Small X réinvente Nafida en rencontre intime entre rap et jazz à Jazzablanca
Small X transforme Nafida en performance inédite sur la Scène 21 de Jazzablanca
Small X réinvente Nafida sur la Scène 21 de Jazzablanca : concert rap-jazz minimaliste avec AMG et Saib, mise sur le silence, l’improvisation et l’intime.
Small X a présenté une version live et radicale de Nafida sur la Scène 21 du festival Jazzablanca, proposant un rap épuré qui met l’accent sur la respiration et l’espace plus que sur l’ostentation. Accompagné du quartet AMG et du producteur Saib, l’artiste a choisi de déconstruire ses propres codes pour réexaminer la relation entre paroles, groove et silence. Le set n’a pas cherché à habiller le rap de vernis jazzistique ; il a fait dialoguer la précision du verbe avec la patience instrumentale, au cœur d’une proposition scénique construite autour du retrait et de la tension contrôlée.
Small X présente Nafida dans une proposition scénique dépouillée
La performance a mis en lumière une logique de soustraction plutôt que d’accumulation. Plutôt que de multiplier les couches sonores, le spectacle a privilégié des espaces vides et des silences travaillés, où chaque intervention vocale trouve un contrepoint nécessaire. Le texte, souvent intime et politique, n’a pas tenté de survaloriser la technique du flow ; il a été traité comme un élément parmi d’autres du paysage sonore. Cette approche a permis de révéler des nuances dans l’écriture de Small X qui échappent aux formats rapides imposés par les algorithmes de diffusion.

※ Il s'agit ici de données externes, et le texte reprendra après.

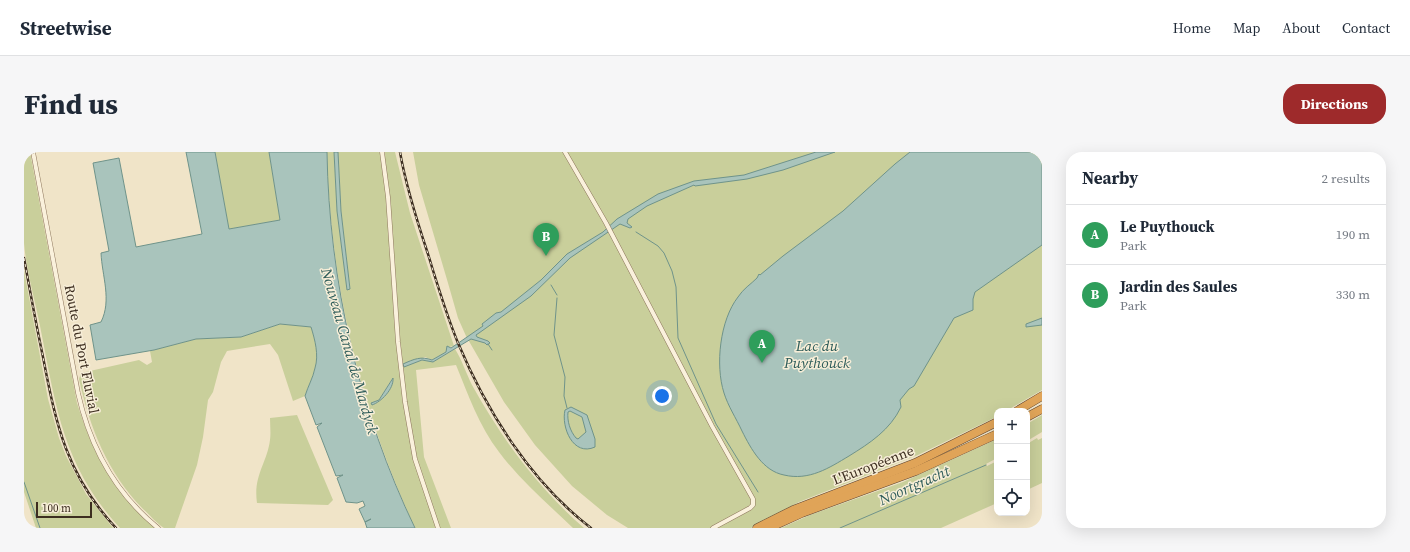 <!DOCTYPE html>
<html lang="en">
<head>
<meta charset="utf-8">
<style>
  :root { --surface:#fff; --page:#f6f6f7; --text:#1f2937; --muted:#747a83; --line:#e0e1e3; --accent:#9e2a2b }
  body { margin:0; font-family:"Source Serif 4",serif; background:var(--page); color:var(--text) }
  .controls { position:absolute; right:12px; bottom:12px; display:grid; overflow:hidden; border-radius:8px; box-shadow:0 4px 16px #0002 }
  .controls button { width:36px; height:36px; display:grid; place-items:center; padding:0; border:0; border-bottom:1px solid var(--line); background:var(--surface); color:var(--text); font:20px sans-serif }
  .scale { position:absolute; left:12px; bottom:10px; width:56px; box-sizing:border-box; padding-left:4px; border:2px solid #3d2e20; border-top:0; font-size:11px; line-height:14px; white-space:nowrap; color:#3d2e20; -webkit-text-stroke:3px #f7eed8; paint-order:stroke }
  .you { position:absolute; left:638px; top:244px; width:14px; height:14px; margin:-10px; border:3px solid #fff; border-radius:50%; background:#1a73e8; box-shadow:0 0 0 6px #1a73e833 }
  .badge { display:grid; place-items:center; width:26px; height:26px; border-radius:50%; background:var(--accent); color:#fff; font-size:13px; font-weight:700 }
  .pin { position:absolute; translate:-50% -33px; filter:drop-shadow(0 1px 2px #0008) }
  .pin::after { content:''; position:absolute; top:21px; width:14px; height:12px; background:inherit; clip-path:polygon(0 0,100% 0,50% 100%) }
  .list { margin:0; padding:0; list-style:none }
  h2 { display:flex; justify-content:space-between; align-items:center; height:52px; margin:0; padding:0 16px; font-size:17px }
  h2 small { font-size:13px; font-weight:400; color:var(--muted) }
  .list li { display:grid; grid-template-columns:26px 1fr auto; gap:12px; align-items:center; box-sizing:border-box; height:60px; padding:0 16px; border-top:1px solid var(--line) }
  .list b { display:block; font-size:15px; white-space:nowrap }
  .list p { margin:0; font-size:13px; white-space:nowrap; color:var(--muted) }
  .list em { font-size:13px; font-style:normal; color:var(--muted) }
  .icon { flex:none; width:22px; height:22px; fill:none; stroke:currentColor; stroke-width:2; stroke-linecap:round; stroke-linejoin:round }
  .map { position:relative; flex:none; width:1018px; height:376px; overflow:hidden; border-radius:16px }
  header { display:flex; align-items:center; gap:24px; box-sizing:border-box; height:56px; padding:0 20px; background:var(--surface); border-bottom:1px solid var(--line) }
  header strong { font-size:19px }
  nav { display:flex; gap:22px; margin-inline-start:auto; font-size:14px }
  .intro { display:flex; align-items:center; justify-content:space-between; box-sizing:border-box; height:96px; padding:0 24px }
  h1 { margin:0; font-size:28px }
  .button { padding:10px 18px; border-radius:16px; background:var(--accent); color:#fff; font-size:14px; font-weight:700 }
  main { display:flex; gap:24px; padding:0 24px }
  aside { flex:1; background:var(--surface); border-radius:16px; box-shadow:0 4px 16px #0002 }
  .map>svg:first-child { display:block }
  .green { fill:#c9cf9b; fill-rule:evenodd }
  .water { fill:#a9c4bc; stroke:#6f938a; fill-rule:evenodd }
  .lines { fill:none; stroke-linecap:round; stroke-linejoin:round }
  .stream { stroke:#6f938a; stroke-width:1 }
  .street-casing { stroke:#8d765c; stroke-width:5 }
  .highway-casing { stroke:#5b4430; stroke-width:9 }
  .street { stroke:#faf1dc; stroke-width:4 }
  .highway { stroke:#e0a458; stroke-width:8 }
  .rail-casing { stroke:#3d2e20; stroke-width:2.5 }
  .rail { stroke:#f7eed8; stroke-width:1; stroke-dasharray:3; stroke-linecap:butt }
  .labels { text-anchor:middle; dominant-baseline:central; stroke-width:3; stroke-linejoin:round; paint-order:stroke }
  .street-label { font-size:14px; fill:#3d2e20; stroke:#f7eed8 }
  .water-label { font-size:15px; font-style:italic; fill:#2f5d5a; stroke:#f7eed8 }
</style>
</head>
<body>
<header>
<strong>Streetwise</strong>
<nav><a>Home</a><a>Map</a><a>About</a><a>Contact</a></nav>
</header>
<div class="intro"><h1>Find us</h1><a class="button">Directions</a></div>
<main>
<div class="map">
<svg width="1018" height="376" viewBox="0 0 1018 376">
  <rect width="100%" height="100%" fill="#f0e4c8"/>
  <!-- green -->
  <g class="green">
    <path d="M0,0h6l47,251c17,54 36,86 78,125h-35c-58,-63 -64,-122 -80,-202 -5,-26 -14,-57 -16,-83 0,-30 0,-61 0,-91z"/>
    <path d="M191,0h54l11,68 -51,9z"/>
    <path d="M303,0h7l3,59 10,79 3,-1 -9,-78 -3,-59h40l7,2v-2h10l15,61 44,133 -5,1 -3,5 -14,8 -7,-3 -21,10 18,-7 11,2 22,-13c7,11 11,24 17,36 30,54 65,102 112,143h-11c-25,-24 -53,-48 -74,-76 -20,-26 -31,-58 -43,-87l-40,5 8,87 27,71h-36c-55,-119 -85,-245 -88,-376zM368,227l1,3c-6,9 -9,20 -21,22l-1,-1 8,-3z"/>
    <path d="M389,0h629v238l-36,21h-9v5l-3,2 -76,37 -119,47 -48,26h-123l-21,-13 -35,-29 -37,-41 -31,-43 -38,-66 -8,-18 -10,-35 -29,-98z"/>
    <path d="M0,118l24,129 11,39 7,18 20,38 27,34h-77l-12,-36z"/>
    <path d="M256,172l31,3c4,13 8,28 4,41 -2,10 -7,18 -10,28l-12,5 -15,-46 -8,-11 -43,7 -6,11 -8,30 -5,8 -5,37 -6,28 -22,63h-11c-8,-5 -14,-13 -21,-19 -36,-37 -53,-81 -64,-130l2,-6 58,-13 8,5 5,-3 -2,-11 46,-12 45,-2z"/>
    <path d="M273,263l36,85 -5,5 -71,-2c-4,-27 10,-40 13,-63 1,-7 0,-15 0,-22z"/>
    <path d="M1018,263v17l-15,9v-17z"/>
    <path d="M1013,286l1,2 4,-2v45l-15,7v-46z"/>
    <path d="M973,287v19l-11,6 1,2 10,-5v42l-56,25h-160l29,-13 93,-33z"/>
  </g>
  <!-- water -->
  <g class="water">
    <path d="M162,0h29l14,77 51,-9 -11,-68h58c2,129 32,260 88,376h-48l-2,-6 6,-3 -6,3 -6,-13 6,-3 -2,-5 -6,2 -11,-1 -9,-24 6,-3 -7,1 -19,-49 5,-4 -6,2 -11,-29c3,-10 8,-18 10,-28 4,-13 0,-28 -4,-41l-31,-3 -39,13 -45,2 -42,11 -58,10 -6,-35 11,-3c11,-22 1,-46 0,-69l8,-2 -16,-88 26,-5 17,89 66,-13z"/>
    <path d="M310,0h4l3,59 9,78 -3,1 -10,-79z"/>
    <path d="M792,0h19l-52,18 -36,9 -52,7 -1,-1 -47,21 -19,13 -1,4 5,4 -2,1 -10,-4 -50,34 -39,38 -52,37 -3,2 1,2 11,4 2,2 -3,2 -2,-2 -14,-4 -38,23 -11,-2 -18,7 -1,-3c11,-5 18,-8 29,-4l14,-8 1,-6 4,2 3,-2 29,-20 -1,-2 14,-11 5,-1 40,-32 26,-26 36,-22 14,-13 41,-25 36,-13 50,-6z"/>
    <path d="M886,0h132v93l-67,47 -2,7v11l-19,8 -40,68 -5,3 -9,11 1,7c-11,23 -31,36 -52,49 -20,12 -40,25 -65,19 -21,-4 -33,-26 -42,-44 -6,-13 -14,-25 -18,-38 -9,-28 -4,-73 14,-96 5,-8 13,-13 19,-19l2,-4 1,1 23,-19 60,-45 52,-47z"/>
    <path d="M1018,166v7l-16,2v-3z"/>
    <path d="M369,226c1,11 -12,24 -21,27l-1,-2 8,-3z"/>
    <path d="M547,255l16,8 8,24v8c-22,10 -34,-20 -30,-37zM546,259l12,6 4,15 -8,7 -2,-1c-6,-7 -9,-17 -8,-26z"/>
  </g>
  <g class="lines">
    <!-- stream -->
    <g class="stream">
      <path d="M612,80l22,14 6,7 8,18 4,16 2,51 38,86 42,68"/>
      <path d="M527,133l6,10"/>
      <path d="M533,146l-3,37 11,42 -1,19 3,12"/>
      <path d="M464,192l4,6"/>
      <path d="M0,330l16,46"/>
      <path d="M816,376l146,-63"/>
    </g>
    <!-- street casing -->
    <g class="street-casing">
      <g id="street">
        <path d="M9,0l45,241c12,54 37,100 80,135"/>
        <path d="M358,0l6,45 10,145 7,60 10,57 23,69"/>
        <path d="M541,0l41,71 106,203 41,73v6l-3,3 -37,20"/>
      </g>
    </g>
    <!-- highway casing -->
    <g class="highway-casing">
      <g id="highway">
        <path d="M993,259l25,-15"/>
        <path d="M1003,265l15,-8"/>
        <path d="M733,376l36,-18 122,-47 82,-41"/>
        <path d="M745,376l33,-15 114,-42 81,-37"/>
      </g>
    </g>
    <!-- street -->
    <use href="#street" class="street"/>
    <!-- highway -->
    <use href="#highway" class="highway"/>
    <!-- rail casing -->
    <g class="rail-casing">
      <g id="rail">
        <path d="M376,0c6,35 17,69 28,102 9,30 18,60 30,89 29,69 73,139 133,185"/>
        <path d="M0,106c6,33 12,66 19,99 13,68 24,119 73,171"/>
      </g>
    </g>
    <!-- rail -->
    <use href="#rail" class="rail"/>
  </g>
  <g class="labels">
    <!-- street labels -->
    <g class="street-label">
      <text transform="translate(58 197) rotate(79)">Route du Port Fluvial</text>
      <text transform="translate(849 313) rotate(-21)">L'Européenne</text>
    </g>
    <!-- water labels -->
    <g class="water-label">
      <text x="793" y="193">Lac du<tspan x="793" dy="17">Puythouck</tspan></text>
      <text transform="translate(326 199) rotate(74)">Nouveau Canal de Mardyck</text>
      <text transform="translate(890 333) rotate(-24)">Noortgracht</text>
    </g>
  </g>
</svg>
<div class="controls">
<button>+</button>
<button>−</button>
<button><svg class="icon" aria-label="locate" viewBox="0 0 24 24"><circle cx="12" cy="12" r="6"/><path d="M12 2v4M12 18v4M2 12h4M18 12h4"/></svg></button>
</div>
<div class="scale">100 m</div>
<div class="you"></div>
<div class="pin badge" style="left:738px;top:211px;background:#2e9e5b">A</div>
<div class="pin badge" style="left:522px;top:104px;background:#2e9e5b">B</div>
</div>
<aside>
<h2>Nearby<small>2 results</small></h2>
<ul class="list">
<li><span class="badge" style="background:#2e9e5b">A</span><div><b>Le Puythouck</b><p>Park</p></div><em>190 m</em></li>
<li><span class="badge" style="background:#2e9e5b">B</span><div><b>Jardin des Saules</b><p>Park</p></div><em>330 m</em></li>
</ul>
</aside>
</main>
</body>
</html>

AMG : quartet qui redéfinit le rôle des instruments
Le quartet AMG n’a pas joué le rôle traditionnel d’accompagnement. Batterie, piano et basse ont été mis au même plan que la voix, ouvrant des brèches rythmiques et harmoniques plutôt que de simplement soutenir le rap. La batterie joue avec les dynamiques et casse les certitudes, le piano suspend les respirations, et la basse maintient un équilibre instable mais cohérent. Le résultat est une interaction permanente où les musiciens provoquent des déséquilibres qui obligent le chanteur à s’adapter et à redéfinir son intensité.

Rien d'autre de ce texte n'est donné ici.